Posted by Finn MacCool

Friday, May 4, 2007

The New Yorker

I've been reading The New Yorker since the 50s. In college, my subscription copy arrived in my mail slot every Friday afternoon, making for an enjoyable start to the weekend. (I had a student subscription, which cost, as I recall, $4 for the year.)

Like many others, I did not like the politicization of the magazine in the late 60s, which filled the Talk of the Town pages with antiwar pieces then as well as now. I also missed the quirky columns on subjects like Ivy League football and trains; these subjects, like nightclubs and boxing, were dropped over time. Still, there remained the cartoons and the ads, although I liked both more in the past. But the occasional piece still succeeds in winning my attention and repaying it, e.g., many of James Surowieki's pieces on finance.

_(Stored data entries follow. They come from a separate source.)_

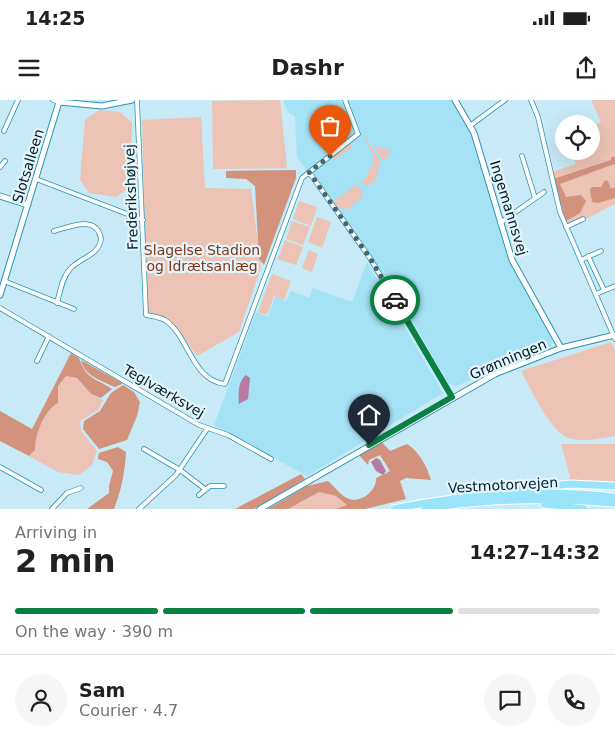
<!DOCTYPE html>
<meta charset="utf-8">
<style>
body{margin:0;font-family:"DejaVu Sans",sans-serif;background:#f6f6f6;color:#202124;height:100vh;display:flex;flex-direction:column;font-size:19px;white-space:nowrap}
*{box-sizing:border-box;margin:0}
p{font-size:16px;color:#757577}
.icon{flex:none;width:28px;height:28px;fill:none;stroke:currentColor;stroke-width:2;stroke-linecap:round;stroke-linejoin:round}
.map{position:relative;height:409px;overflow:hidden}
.details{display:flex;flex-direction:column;background:#fff;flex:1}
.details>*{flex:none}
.controls{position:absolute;left:555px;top:15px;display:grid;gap:10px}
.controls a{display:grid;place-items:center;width:45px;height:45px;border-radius:50%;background:#fff;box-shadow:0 5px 20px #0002;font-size:25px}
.pin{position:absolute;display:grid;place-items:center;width:42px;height:42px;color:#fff;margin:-51px -21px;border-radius:50% 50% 50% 0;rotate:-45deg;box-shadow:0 0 5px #0007}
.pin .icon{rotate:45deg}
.courier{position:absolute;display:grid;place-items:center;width:50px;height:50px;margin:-25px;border:4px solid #0b8043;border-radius:50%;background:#fff;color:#222;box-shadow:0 1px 6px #0007}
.head em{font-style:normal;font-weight:700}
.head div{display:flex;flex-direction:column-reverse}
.head{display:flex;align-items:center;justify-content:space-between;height:85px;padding:0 15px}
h1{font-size:32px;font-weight:700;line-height:38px}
.bar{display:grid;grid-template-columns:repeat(4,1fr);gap:8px 5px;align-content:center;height:60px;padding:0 15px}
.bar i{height:6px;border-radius:4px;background:#e0e0e0}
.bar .active{background:#0b8043}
.bar p{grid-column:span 4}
.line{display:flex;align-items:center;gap:12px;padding:0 15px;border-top:1px solid #e0e0e0}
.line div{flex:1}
.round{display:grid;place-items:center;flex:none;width:52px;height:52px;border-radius:26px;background:#f6f6f6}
.status{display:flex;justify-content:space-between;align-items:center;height:35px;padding:0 25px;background:#fff;direction:ltr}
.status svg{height:14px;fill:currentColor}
header{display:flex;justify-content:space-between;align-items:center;height:65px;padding:0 15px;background:#fff;font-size:22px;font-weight:700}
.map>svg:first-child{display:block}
.built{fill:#a6e2f6}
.green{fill:#ecc3b4}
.forest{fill:#d3927b}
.water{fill:#b57ca2}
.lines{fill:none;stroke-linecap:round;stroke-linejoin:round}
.street-casing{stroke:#2a93af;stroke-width:5.5}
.secondary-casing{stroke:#2a93af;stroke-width:7}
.highway-casing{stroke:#fff;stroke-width:9}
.street{stroke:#fff;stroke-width:4}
.secondary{stroke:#fff;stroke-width:5}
.highway{stroke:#99e4fb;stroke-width:7}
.done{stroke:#46646e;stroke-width:5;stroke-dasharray:0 9}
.route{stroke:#0b8043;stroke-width:6}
.labels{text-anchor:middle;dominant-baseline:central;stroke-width:4.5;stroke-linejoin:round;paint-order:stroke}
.street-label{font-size:14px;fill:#001c25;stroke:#e3f4fa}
.park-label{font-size:14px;fill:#843517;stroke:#e3f4fa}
</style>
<div class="status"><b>14:25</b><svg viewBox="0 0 49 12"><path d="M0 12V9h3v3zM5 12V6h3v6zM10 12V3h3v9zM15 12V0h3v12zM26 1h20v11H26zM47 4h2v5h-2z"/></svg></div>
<header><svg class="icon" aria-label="menu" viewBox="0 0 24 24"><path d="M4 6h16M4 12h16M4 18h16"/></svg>Dashr<svg class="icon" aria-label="share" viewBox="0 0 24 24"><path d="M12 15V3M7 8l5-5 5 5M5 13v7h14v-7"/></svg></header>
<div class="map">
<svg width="615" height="409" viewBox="0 0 615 409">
<rect width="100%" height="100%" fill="#c7eaf6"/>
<!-- built -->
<path class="built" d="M283,0H452L470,27L505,150L513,169L553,241L551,247L456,286L449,284L392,187L368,150L340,111L297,58L295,17L288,12Z
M367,162L443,293L307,376L214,325L256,212L268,217L275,197L286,201L291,191L309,198L313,188L352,202Z"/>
<!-- green -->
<path class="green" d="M280,0L287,68L213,69L212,1Z
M591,0H615V104L570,127L552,72L576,64L572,51H591V28L601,22Z
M99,10L120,12L132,23L130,87L116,97L89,93L80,80L85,20Z
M201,17L205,88L251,89L261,168L239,232L197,256L167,217L147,214L142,20Z
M363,33L380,61L375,81L367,86L361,81L368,76L366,73C383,59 366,46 363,33Z
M351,43V48L334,60L332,57Z
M374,46L390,50L388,58L382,59Z
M357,84L362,92L361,98L349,109L338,108L333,102Z
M299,101L317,107L311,126L293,119Z
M317,117L331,122L322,148L308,142Z
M292,121L310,127L303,145L286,139Z
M285,140L303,147L296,165L278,159Z
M309,150L318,154L312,172L302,168Z
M272,174L291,181L284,200L274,196L267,215L258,212Z
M611,242L615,251V336C601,338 585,342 572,339C550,334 532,290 521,271Z
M66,276L77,278L91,294L103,300L98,310L80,321L81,331L97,351L92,365L79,375L58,372L29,356L35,350C35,335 44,310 58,303V286Z
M561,344H615V383L568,382L570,376Z
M319,392L336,396L348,405L335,409H288Z"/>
<!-- forest -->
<path class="forest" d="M611,57H615V66L614,64L560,84L566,97L581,95L586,101L580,113L566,121L553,79L611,60Z
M296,70V78L264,165L259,159L255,86L246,79L226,78V71Z
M605,80L608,81L611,89L615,87V98L598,103L592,102L590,90L592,87H601Z
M71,253L79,258C86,279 95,278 112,289L101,298L91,294L77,278L66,276L58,286V303C44,310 35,335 35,350L29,356L0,341V311L32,329Z
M81,260L122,283V284L115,287C102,281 84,276 81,260Z
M123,285L134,292L140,302L137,316L127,340L99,349L83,329L84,321L100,311L111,293Z
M381,341L390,351L407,344C420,352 427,367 431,380L406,378L400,381L406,399L365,409H335L347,405L336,396L319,392L288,409H268L307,386L328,381C334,386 342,397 349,399C362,403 377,390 376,378L390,371L380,355L369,360L368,365L359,355Z
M118,347L126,352C125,372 121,391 114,409H87L109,393V386L113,371L107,362L98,359L99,353Z
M301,374L305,379L254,409H235Z"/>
<!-- water -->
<path class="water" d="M246,275L250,278L248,299L239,304C238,294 238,281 246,275Z
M376,358L380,360L386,371L383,375L376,371L371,362Z"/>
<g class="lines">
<!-- street casing -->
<g class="street-casing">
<path id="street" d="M53,0L59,2V0
M137,0L146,215C152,216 159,217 165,220C189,236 192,281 225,284L302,78L358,34L345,0
M531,0L538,17L560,112L615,239
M471,25L505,0
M4,31L18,0
M522,56L535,98
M0,67L5,61
M309,72L370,158L452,297
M36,79L143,120
M500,123L544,92
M566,127L583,119
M54,131C71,127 97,114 101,139C99,156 79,158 70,169C62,178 60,192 57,203
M588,156L604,190
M581,160L601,151
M4,181L74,209
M596,194L615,186
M0,208L199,325L228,335L271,359
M37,261L49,236
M144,349L180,370L205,389
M0,367L41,390
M199,395L210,386H224
M52,409L67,393L81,388
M139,409L176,375L207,329"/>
</g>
<!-- secondary casing -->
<g class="secondary-casing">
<path id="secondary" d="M455,0L474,33L512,160L561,248
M0,96L28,105
M0,195L59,2L102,6L132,0
M260,409L495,274L561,248L615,235"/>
</g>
<!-- highway casing -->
<g class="highway-casing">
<path id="highway" d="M511,390L571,384L615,386
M544,404L584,409
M394,409C465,394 542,389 615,397
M425,409C483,398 556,398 615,403"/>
</g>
<!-- street -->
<use href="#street" class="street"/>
<!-- secondary -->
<use href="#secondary" class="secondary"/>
<!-- highway -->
<use href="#highway" class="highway"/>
</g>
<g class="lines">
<!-- done -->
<path class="done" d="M330,56L309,72L370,158L395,200"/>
<!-- route -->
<path class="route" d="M369,345L452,297L395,200"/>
</g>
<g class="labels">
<!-- street labels -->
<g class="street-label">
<text transform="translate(28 66) rotate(-73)">Slotsalleen</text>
<text transform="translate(131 97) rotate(-92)">Frederikshøjvej</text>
<text transform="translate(509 108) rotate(73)">Ingemannsvej</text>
<text transform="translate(508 259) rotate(-23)">Grønningen</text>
<text transform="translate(164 291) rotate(30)">Teglværksvej</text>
<text transform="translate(503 385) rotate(-3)">Vestmotorvejen</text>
</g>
<!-- park labels -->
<g class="park-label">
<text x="202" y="150">Slagelse Stadion<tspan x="202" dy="16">og Idrætsanlæg</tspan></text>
</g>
</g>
</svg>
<div class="controls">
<a><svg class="icon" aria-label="locate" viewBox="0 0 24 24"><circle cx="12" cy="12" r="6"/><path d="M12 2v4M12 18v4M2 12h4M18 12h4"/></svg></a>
</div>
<div class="pin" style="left:330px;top:56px;background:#ea580c"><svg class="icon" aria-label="bag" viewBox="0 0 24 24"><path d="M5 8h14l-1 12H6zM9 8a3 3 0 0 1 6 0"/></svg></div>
<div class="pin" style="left:369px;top:345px;background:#1f2937"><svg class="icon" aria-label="home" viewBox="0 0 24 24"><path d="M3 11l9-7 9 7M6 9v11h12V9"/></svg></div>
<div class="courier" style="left:395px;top:200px"><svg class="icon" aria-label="car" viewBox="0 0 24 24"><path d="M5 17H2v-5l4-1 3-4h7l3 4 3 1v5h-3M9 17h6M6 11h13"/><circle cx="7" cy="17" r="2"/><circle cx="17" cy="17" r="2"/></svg></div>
</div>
<section class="details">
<div class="head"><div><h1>2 min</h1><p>Arriving in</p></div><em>14:27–14:32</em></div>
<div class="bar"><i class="active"></i><i class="active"></i><i class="active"></i><i></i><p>On the way · 390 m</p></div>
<div class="line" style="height:90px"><a class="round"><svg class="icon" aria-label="person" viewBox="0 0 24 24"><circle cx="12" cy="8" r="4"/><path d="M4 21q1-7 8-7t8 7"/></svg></a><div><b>Sam</b><p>Courier · 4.7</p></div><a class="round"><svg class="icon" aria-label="chat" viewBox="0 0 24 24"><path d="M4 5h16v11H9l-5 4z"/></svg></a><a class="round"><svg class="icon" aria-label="phone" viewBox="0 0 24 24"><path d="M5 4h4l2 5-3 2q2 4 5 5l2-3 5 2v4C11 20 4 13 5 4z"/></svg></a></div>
</section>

But an article on Hugo Chavez a while back illustrates what is wrong even with the financial or economic stuff. The gist of the article was that oil companies, despite their opposition to Chavez, were finding ways to work with the new leader, showing a realism and flexibility at odds with (and better than) a reflexive conservative dislike for the leftist. What does this view make of the latest news from Venezuela, of further nationalization of oil production in the country. Sounds to me like the reflexive conservative reaction was the correct one all along.

Then there was a piece about an interview with a Hezbollah official in Beirut, around the time of last year's war. Maybe it was before the fighting actually began. The article describes meeting this guy for ice cream and having a civilized chat. What are we suposed to make of this account? That we should not demonize Hezbollah? That they are regular guys and we should get to know them better? That we should discount their pronouncements about death to Jews and Israel as mere posturing? That we should ignore their murder of innocent civilians? Talk about cognitive dissonance! But the piece didn't take up any larger argument, only the narrative of the meeting, leaving us to draw conclusions about the humanness of this guy and, presumably, his fellow members of Hezbollah. I could not do it, knowing what else I know. It was like reading a piece about a Gestapo official in his free time, who shows a friendly and human side at home. In their effort to have a different take, the magazine succeeds only in being willfully blind to reality.